Received  March 2021 Published  September 2022 Early access  November 2021

Fund Project: The work is supported by the Young Scholars Development Fund of SWPU (Grant No. 201899010079), the scientific research starting project of SWPU (Grant No. 2018QHZ029), Science and Technology Innovation Team of Education Department of Sichuan for Dynamical System and Its Applications (No. 18TD0013), Southwest Petroleum Univ. under Grant 2019CXTD08, Youth Science and Technology Innovation Team of Southwest Petroleum Univ. for Nonlinear Systems (No. 2017CXTD02)

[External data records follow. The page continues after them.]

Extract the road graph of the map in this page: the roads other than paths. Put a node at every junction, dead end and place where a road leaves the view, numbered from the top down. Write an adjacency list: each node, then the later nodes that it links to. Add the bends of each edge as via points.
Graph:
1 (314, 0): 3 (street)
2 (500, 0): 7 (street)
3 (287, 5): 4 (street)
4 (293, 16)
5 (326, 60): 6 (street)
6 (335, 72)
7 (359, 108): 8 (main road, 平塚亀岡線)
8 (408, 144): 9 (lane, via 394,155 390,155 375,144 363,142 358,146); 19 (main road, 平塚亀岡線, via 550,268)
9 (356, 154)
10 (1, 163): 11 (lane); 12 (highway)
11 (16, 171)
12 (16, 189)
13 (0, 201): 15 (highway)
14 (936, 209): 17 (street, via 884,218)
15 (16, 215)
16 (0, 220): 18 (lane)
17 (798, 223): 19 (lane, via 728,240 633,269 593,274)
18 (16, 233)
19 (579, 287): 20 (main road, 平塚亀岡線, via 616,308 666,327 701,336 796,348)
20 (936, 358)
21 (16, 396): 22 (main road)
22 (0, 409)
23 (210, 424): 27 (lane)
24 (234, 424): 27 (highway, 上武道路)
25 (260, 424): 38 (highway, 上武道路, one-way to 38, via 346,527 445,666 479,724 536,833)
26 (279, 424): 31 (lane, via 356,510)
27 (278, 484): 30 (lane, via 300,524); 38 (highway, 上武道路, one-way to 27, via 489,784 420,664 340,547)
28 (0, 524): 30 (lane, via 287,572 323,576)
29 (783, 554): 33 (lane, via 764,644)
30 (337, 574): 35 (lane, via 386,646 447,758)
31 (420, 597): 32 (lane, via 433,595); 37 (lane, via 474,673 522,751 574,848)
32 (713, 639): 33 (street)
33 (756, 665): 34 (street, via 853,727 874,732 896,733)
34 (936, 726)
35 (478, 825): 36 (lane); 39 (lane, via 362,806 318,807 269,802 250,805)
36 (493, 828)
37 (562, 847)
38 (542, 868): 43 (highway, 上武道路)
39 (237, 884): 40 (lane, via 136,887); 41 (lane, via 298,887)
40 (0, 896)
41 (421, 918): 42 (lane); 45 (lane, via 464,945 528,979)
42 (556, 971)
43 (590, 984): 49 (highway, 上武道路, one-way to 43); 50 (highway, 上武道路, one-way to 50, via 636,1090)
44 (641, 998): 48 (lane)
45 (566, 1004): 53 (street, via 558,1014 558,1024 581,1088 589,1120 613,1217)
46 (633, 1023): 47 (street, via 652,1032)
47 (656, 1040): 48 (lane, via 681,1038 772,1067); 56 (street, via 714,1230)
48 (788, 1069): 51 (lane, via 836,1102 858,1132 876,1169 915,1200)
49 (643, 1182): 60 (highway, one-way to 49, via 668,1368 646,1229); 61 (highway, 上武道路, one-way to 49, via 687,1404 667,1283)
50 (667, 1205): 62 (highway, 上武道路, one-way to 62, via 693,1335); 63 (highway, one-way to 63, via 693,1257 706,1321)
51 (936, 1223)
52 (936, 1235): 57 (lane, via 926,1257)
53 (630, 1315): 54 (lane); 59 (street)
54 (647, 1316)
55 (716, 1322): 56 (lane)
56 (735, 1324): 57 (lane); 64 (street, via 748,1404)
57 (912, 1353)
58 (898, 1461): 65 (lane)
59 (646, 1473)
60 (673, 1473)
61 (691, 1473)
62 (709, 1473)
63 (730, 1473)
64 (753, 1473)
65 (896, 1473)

This paper is concerned with dynamical transition for biological competition system modeled by the S-K-T equations. We study the dynamical behaviour of the S-K-T equations with two different boundary conditions. For the system under non-homogeneous Dirichlet boundary condition, we show that the system undergoes a mixed dynamic transition from the homogeneous state to steady state solutions when the bifurcation parameter cross the critical surface. For the system with Neumann boundary condition, we prove that the system undergoes a mixed dynamic transition, a jump transition and a continuous transition when the bifurcation parameter cross the critical number. Finally, two examples are provided to validate the effectiveness of the theoretical results.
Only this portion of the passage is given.